- Born: 1972 (age 53–54) United States
- Occupation: Game designer
- Writing career
- Language: English
- Genres: Fantasy, horror, occult

= James Jacobs (game designer) =

American magazine editor and game designer

James Jacobs (born 1972) is an American designer and author of role-playing games and texts in the fantasy, horror and the occult genres.

==Career==
Jacobs has been involved in the role-playing industry since the age of 16, when his adventure "Scepter of the Underworld" was published in Dungeon #12 in 1988. Jacobs grew up in Point Arena, California, and went to college at the University of California, Davis.

He moved to Seattle after graduating from college and worked his way into Wizards of the Coast's sales department. Jacobs has been the developer, lead designer, and sometimes cartographer on releases for Bastion Press, Green Ronin Publishing, Wizards of the Coast, and Paizo. Jacobs has authored and co-authored several other products for the Dungeons & Dragons fantasy roleplaying game, including Dungeon Master's Guide II, Lords of Madness, Frostburn, and Red Hand of Doom. He also wrote Fiendish Codex I: Hordes of the Abyss with fellow Paizo editor Erik Mona. Jacobs and Erik Mona co-wrote Expedition to the Ruins of Greyhawk (2007), a 3rd edition D&D remake of Greyhawk Ruins (1990).

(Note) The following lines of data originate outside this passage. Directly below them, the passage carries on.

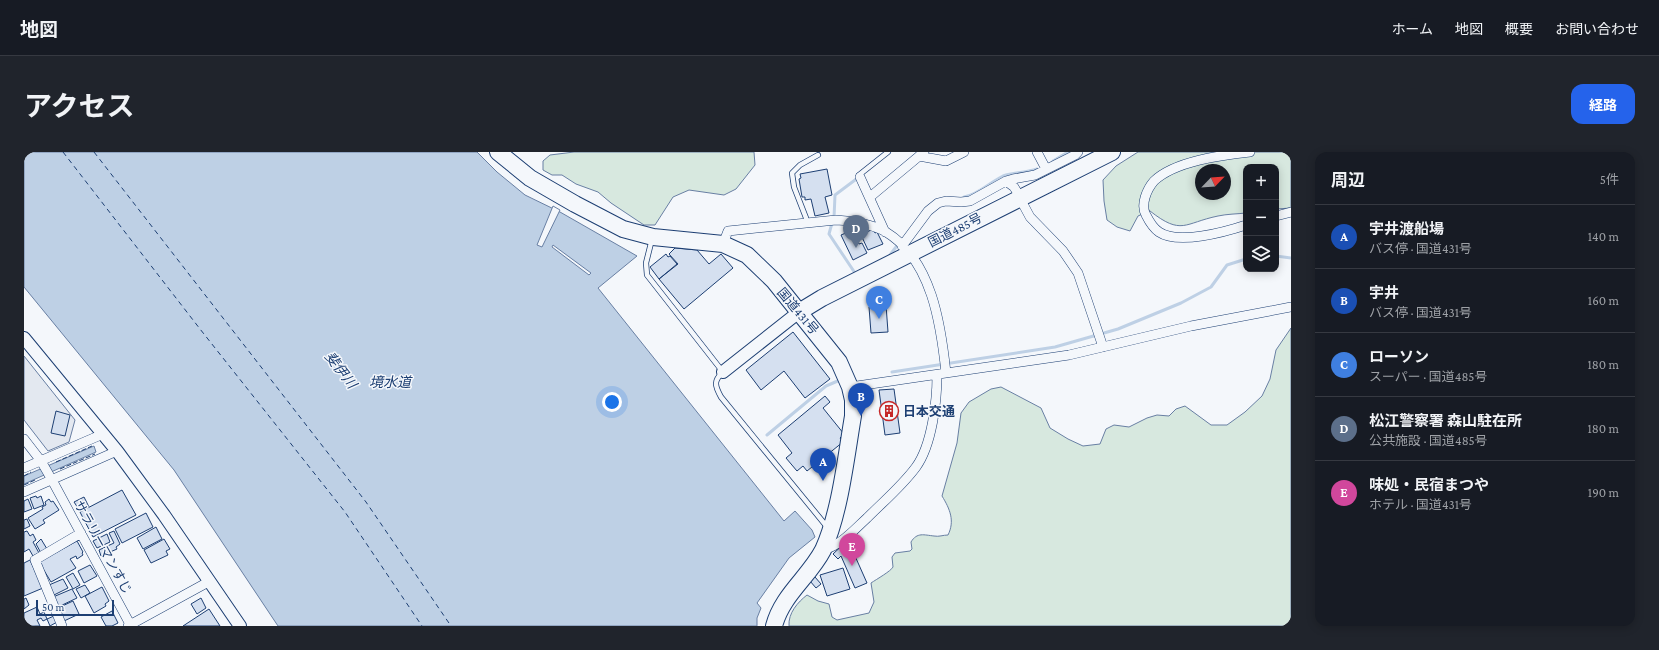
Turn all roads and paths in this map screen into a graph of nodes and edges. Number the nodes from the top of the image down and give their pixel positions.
1 (498, 152) edge
2 (888, 152) edge
3 (964, 152) edge
4 (1038, 152) edge
5 (1078, 152) edge
6 (1112, 152) edge
7 (1250, 152) edge
8 (922, 154) edge
9 (818, 155) dead end
10 (1046, 169) junction
11 (859, 176) joint
12 (1006, 181) junction
13 (1017, 192) dead end
14 (870, 197) junction
15 (1024, 204) dead end
16 (1291, 212) edge
17 (1279, 215) edge
18 (808, 224) junction
19 (1243, 227) edge
20 (885, 232) junction
21 (652, 237) junction
22 (723, 244) junction
23 (903, 247) junction
24 (1291, 308) edge
25 (799, 312) junction
26 (24, 338) edge
27 (1100, 339) junction
28 (946, 367) junction
29 (723, 372) junction
30 (937, 375) junction
31 (850, 387) junction
32 (103, 434) junction
33 (24, 439) edge
34 (117, 451) junction
35 (41, 461) junction
36 (24, 468) edge
37 (52, 480) junction
38 (24, 492) edge
39 (830, 531) junction
40 (81, 533) junction
41 (823, 550) junction
42 (210, 581) junction
43 (62, 626) edge
44 (130, 626) edge
45 (240, 626) edge
46 (774, 626) edge

1 - 21 highway, 国道431号
2 - 11 lane
3 - 8 street
4 - 10 street
5 - 10 street
6 - 23 highway, 国道485号
7 - 19 street
8 - 14 street
9 - 18 lane
10 - 12 street
11 - 14 street
12 - 13 street
12 - 23 street
14 - 20 street
15 - 27 street
16 - 17 street
18 - 20 street
18 - 22 street
20 - 23 street
21 - 22 highway, 国道431号
21 - 29 lane
22 - 25 highway, 国道431号
23 - 25 highway, 国道485号
23 - 28 street
24 - 27 street
25 - 29 street
25 - 31 highway, 国道431号
26 - 32 street
27 - 28 street
28 - 30 street
29 - 39 lane
30 - 31 street
30 - 41 street
31 - 39 highway, 国道431号
32 - 34 street
32 - 35 street
33 - 35 street, サラリーマンすじ
34 - 37 street
34 - 42 street
35 - 36 street
35 - 37 street, サラリーマンすじ
37 - 38 street
37 - 40 street, サラリーマンすじ
39 - 41 highway, 国道431号
40 - 43 street
40 - 44 street, サラリーマンすじ
41 - 46 highway, 国道431号
42 - 44 street
42 - 45 street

Jacobs became the associate editor for Dungeon magazine, and later became the managing editor for the magazine. In the 2000s, Jacobs served as the editor-in-chief of Dungeon magazine, published by Paizo Publishing. Jacobs described himself as "one of the chief architects" of the Dungeon Adventure Paths, in addition to doing some work on all of the other adventures published in the magazine. Jacobs became the Editor-in-Chief for Dungeon magazine in June 2006. Jacobs is the Creative Director for the Pathfinder Adventure Paths-focused monthly publication from Paizo. He also wrote "Burnt Offerings", the adventure featured in Pathfinder: Rise of the Runelords #1.

Among Jacobs' other writings is the "Demonomicon of Iggwilv" feature in Dragon magazine, and he has contributed a number of adventure stories for Dungeon. Jacobs has also created many notable Dungeons & Dragons creatures, with the ulitharid, draknor, and the kaorti among the most prominent.